İşgalden bu yana PKK’nın Kuzey Irak’taki her türlü faaliyetine izin veren ABD Kasım 2007’de Başbakan Erdoğan’ın Washigton ziyaretinden sonra PKK’ya yönelik sınır ötesi operasyonlara izin veriyor. Aynı ABD, AB ile birlikte Türkiye’deki Kürt sorununun siyasal ve barışçıl bir şekilde çözülmesi gerektiğini söylüyor. Barışçıl çözüm ise dolaylı da olsa PKK ile anlaşmayı içermektedir. Tıpkı ABD’nin en büyük düşman ilan ettiği İran ile masaya oturması gibi. Ya da son üç yılda Suriye’ye yönelik tüm saldırgan planlarda başrol oynayan Fransa’nın aniden Şam ile samimi ilişki kurması gibi. Batı’nın genel olarak iki yüzlülüğünü bir yana bırakırsak anlaşılan Suriye, İran ve Türkiye’nin birlikte hareket etmesi, Batı’nın tüm planlarını suya düşürmüştür.
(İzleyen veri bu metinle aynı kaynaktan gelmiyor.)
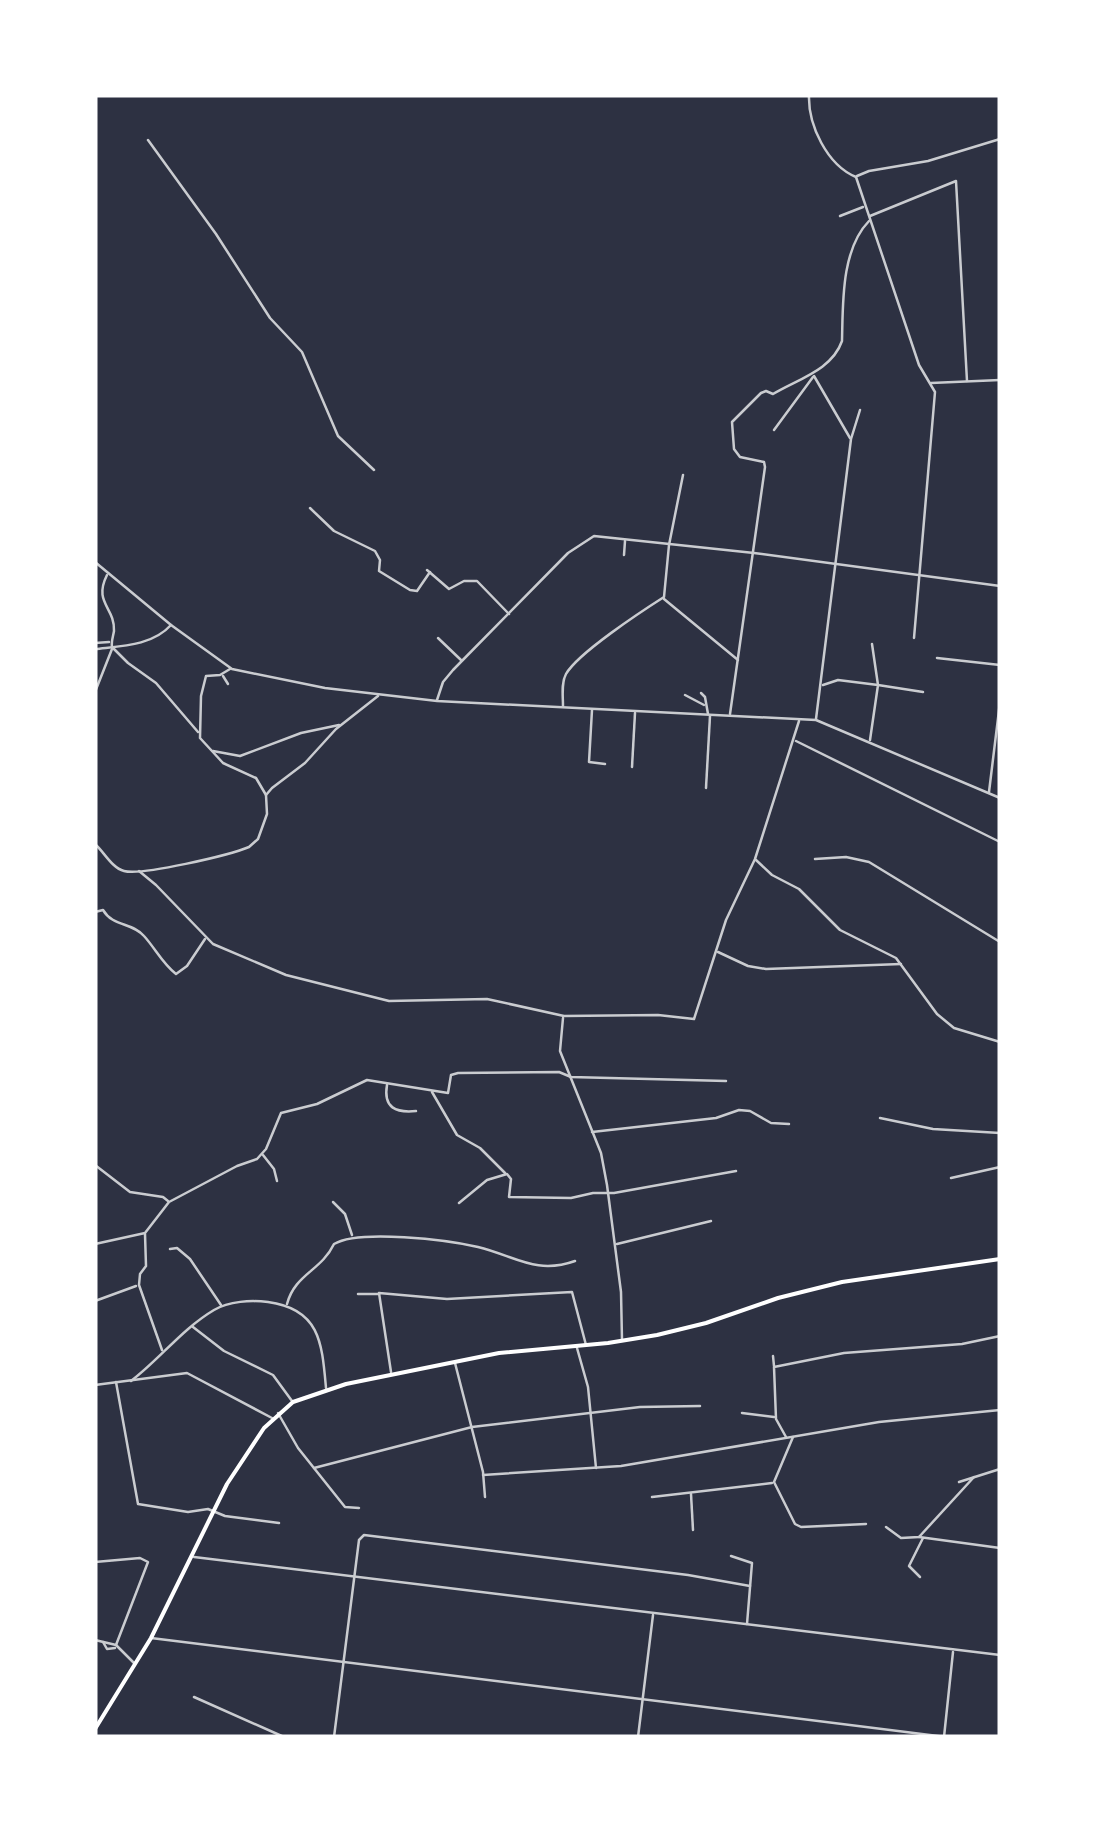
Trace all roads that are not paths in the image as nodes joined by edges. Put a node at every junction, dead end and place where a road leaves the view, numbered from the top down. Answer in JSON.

Batı; PKK’ya verdiği destekten şimdilik vazgeçerek Ankara’nın haklı mücadelesini anlayışla karşılamaya başladı. Aynı Batı; Türkiye’nin Irak’ta hiçbir şekilde taraf olmadığını görerek Ankara’nın Irak politikasının haklılığını onayladı. Batı; nükleer programı, Irak’ın içişlerine karışması ve Hizbullah’a verdiği destekten dolayı İran’ı düşman ilan etmiş ama bu ülke ile baş edemeyince şimdi Tahran ile uyuşmanın yollarını arıyor. Lübnan eski başbakanı Hariri’nin öldürülmesinden sonra BM’de bile Suriye’ye karşı akıl almaz kararlar aldıran Batı bu ülkeyi İran’dan, Hizbullah’tan ve Filistin direnişinden uzaklaştıramayınca şimdi genç lider Esad ile iyi geçinmenin yollarını arıyor.
Garip ama gerçek.
Burası Ortadoğu denilen coğrafya ve dünyanın gözü, kulağı ve eli bu coğrafyada.
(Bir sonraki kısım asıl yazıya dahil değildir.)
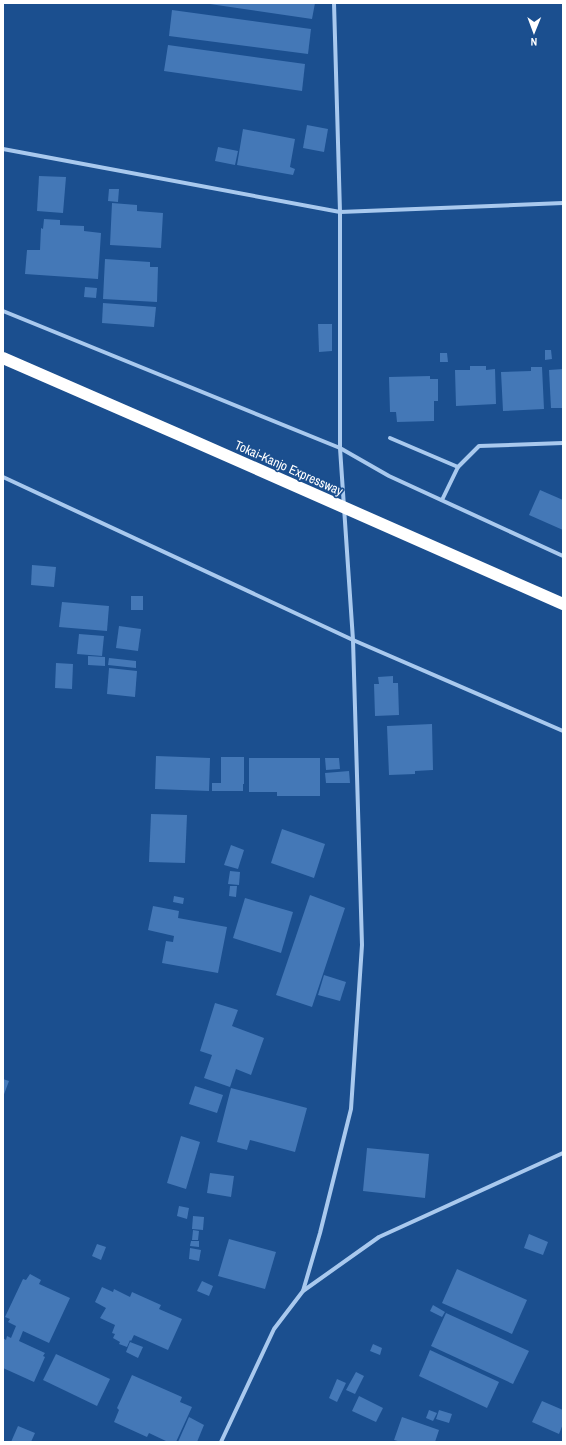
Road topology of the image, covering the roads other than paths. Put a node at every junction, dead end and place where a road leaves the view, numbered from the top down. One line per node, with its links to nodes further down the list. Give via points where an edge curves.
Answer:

Ve kim ne derse desin bu coğrafyanın en önemli ülkesi Türkiye.
Ve bu ülkenin başbakanı böyle bir ortamda tüm dünyanın ilgilendiği Bağdat’a gidiyor.
Tam da Türkiye; Suriye ve İsrail arasında arabuluculuk yaparken.
Tam da Türkiye; İran ve Batı arasında arabuluculuk rolüne hazırlanırken.
Tam da Türkiye kendi içinde ve herkesin yakından ilgilendiği çok ciddi sorunlar yaşarken.
Bu nedenle AKP’nin Anayasa Mahkemesi’ndeki davasının bir an önce sonuçlanması Türkiye’nin bölgesel rolü ve etkinliği açısından daha da önem kazanmaktadır.
Kendi iç sorunları ile meşgul olan bir Ankara doğal olarak çevresindeki konularla ilgilenme güç ve takatı bulamayacaktır.
Üstelik yukarıda özetlemeye çalıştığım tüm bölgesel gelişmelerin kaderi en geç bu yıl sonuna kadar belli olur. Umarım o zamana kadar da Türkiye kendi iç sorunlarını aşarak kendi ulusal çıkarları ve bölge halklarının barış, esenlik ve mutluluğu için son beş yılda yürüdüğü ve çok şeyler kazandığı yoluna devam eder.
akşam
Yorumcuların dikkatine… • İmlası çok bozuk, • Büyük harfle yazılan, • Habere değil yorumculara yönelik, • Diğer kişilere hakaret niteliği taşıyan, • Argo, küfür ve ırkçı ifadeler içeren, • Bir iki kelimelik, konuyu zenginleştirmeyen, yorumlar KESİNLİKLE YAYIMLANMAYACAKTIR. |
Bunlar da ilginizi çekebilir...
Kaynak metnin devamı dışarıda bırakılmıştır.